__ACTIVITY__: Would you copy out each line of the records below that includes the word "road"?

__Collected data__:
_ _ _ _ _ _ _

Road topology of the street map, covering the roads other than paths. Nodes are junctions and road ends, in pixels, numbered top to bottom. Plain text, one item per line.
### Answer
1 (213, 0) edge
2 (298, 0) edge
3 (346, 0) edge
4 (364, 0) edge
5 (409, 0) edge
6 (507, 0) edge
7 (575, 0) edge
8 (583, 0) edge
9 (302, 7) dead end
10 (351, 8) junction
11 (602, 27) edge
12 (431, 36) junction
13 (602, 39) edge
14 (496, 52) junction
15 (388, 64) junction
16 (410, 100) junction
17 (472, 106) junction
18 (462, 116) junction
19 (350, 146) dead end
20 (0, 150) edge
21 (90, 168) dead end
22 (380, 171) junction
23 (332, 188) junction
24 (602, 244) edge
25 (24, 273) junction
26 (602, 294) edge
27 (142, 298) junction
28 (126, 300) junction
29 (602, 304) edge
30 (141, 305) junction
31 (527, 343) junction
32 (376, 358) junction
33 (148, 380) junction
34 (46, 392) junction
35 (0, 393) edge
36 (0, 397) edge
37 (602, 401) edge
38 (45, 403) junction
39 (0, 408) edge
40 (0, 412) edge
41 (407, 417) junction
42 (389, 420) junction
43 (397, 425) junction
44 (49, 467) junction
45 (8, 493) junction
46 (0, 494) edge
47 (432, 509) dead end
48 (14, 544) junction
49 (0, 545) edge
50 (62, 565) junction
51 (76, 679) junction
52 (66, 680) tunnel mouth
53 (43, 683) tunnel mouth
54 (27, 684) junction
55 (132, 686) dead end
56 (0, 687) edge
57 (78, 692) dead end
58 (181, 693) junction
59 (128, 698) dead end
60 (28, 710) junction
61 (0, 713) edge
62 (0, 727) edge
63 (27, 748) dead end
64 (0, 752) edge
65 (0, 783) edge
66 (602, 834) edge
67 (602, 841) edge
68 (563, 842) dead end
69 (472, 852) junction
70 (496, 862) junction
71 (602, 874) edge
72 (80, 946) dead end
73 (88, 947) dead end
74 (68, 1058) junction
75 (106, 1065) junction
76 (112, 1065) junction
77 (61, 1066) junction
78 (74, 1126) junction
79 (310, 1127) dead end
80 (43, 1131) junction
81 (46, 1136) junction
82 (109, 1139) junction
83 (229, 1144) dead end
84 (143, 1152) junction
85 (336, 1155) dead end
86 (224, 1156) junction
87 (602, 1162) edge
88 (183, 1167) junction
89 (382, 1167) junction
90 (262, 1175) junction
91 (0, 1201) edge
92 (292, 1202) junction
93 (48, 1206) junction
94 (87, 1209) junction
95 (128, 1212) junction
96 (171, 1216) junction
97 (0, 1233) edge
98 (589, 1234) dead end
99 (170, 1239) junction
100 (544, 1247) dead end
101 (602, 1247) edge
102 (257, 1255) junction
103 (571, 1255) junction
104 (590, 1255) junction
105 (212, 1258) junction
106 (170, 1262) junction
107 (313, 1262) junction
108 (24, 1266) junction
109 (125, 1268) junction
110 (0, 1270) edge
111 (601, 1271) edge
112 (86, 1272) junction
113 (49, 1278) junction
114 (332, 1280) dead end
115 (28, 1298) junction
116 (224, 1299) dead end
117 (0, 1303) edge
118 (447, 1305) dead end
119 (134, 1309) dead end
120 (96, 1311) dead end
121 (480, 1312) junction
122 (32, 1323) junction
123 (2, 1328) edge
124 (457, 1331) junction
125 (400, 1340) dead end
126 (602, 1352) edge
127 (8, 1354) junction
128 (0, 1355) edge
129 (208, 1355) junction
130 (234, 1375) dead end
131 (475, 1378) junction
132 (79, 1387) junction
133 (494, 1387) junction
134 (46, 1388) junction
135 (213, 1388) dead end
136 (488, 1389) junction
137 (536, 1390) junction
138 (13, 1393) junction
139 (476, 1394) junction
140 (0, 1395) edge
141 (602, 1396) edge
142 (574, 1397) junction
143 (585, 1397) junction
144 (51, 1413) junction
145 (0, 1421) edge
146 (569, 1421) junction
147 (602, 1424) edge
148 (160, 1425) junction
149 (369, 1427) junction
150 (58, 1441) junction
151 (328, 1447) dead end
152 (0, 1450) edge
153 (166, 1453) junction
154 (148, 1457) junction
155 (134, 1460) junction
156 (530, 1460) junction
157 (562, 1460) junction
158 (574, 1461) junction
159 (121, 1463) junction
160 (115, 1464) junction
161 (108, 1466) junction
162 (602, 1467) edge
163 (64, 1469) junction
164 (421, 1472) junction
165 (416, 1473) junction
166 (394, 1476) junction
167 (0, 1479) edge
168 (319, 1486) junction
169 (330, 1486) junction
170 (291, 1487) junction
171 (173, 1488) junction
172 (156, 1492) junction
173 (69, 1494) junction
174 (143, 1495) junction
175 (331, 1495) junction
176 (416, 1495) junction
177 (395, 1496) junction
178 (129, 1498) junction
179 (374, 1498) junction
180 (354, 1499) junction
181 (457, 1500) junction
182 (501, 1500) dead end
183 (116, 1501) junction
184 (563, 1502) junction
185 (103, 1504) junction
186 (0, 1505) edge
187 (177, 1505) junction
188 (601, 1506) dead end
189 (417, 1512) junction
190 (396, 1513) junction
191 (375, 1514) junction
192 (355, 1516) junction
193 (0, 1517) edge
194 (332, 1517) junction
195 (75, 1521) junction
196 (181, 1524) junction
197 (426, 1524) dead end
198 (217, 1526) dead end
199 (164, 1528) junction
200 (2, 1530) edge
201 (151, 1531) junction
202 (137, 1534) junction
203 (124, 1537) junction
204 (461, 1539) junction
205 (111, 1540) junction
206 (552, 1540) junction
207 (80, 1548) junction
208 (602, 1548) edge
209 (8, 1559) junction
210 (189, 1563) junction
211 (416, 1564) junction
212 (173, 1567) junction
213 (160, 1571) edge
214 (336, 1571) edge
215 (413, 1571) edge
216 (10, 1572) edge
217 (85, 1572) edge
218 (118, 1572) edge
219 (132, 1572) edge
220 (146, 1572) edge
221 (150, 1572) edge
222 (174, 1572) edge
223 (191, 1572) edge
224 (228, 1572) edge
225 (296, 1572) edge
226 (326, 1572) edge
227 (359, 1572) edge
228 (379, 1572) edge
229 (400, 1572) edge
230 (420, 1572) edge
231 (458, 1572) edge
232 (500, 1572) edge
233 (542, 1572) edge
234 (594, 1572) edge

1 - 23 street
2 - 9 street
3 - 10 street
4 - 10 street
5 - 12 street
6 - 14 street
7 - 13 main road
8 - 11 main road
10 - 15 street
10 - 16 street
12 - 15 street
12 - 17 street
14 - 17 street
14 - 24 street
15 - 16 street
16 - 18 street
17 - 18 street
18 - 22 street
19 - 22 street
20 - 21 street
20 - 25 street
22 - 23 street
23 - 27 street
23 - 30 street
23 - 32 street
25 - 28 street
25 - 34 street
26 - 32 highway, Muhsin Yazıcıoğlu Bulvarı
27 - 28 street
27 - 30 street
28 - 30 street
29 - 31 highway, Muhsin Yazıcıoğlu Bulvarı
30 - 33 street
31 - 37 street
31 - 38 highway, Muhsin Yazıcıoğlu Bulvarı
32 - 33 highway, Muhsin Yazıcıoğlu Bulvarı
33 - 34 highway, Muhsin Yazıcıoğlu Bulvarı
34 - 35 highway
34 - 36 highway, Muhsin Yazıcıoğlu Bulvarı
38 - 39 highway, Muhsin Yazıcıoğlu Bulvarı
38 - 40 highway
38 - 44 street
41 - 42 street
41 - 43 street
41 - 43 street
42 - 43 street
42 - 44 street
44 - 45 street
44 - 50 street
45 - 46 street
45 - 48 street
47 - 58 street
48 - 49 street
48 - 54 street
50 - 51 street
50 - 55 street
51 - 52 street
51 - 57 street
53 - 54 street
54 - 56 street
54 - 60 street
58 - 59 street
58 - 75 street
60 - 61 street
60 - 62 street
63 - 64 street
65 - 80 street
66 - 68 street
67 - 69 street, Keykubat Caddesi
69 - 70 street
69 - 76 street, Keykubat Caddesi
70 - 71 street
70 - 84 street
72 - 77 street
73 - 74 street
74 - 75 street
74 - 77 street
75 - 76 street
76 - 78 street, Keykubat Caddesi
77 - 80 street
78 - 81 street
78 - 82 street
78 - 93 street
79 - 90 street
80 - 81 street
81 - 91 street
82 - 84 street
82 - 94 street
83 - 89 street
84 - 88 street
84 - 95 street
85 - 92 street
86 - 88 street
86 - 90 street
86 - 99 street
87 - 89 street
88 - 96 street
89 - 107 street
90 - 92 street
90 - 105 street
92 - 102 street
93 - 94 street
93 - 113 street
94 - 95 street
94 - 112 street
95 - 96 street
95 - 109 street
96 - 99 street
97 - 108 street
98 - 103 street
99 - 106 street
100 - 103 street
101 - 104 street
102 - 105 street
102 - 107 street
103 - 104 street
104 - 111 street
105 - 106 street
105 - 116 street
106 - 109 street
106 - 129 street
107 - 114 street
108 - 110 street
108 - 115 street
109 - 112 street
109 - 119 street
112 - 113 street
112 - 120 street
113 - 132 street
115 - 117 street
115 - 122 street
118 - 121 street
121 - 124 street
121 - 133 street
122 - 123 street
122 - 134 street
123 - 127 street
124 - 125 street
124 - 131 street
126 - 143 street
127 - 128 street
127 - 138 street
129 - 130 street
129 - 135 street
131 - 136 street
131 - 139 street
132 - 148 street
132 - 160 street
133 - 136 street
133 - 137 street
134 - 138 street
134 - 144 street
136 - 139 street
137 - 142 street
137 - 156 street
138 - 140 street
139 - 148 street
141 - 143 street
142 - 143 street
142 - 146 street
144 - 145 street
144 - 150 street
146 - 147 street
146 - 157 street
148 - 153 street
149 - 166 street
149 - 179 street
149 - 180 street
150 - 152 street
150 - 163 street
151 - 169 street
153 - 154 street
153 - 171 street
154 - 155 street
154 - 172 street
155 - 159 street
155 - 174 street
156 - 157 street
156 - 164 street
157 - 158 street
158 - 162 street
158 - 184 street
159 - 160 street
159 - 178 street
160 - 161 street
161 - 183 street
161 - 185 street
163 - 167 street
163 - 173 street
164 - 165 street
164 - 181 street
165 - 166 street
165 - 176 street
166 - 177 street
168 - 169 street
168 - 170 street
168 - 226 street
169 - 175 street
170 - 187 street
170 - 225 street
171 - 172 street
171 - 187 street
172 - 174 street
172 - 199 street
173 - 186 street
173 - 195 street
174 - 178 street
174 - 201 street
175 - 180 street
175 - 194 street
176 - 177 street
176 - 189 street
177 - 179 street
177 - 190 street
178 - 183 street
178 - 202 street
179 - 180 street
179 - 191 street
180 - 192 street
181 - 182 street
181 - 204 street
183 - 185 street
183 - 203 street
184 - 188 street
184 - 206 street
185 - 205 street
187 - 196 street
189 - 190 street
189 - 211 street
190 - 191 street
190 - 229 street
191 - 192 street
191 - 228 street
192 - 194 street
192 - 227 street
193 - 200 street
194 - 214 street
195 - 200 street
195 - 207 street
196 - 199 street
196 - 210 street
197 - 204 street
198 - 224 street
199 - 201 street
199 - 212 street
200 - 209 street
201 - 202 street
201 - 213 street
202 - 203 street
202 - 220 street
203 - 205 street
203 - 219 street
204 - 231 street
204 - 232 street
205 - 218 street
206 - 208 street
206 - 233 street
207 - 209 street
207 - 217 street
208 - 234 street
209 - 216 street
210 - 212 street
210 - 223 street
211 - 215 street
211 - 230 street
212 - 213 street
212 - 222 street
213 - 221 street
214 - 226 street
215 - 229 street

_ _ _ _ _ _ _

__OUTPUT BELOW__:
Road topology of the street map, covering the roads other than paths. Nodes are junctions and road ends, in pixels, numbered top to bottom. Plain text, one item per line.
7 - 13 main road
8 - 11 main road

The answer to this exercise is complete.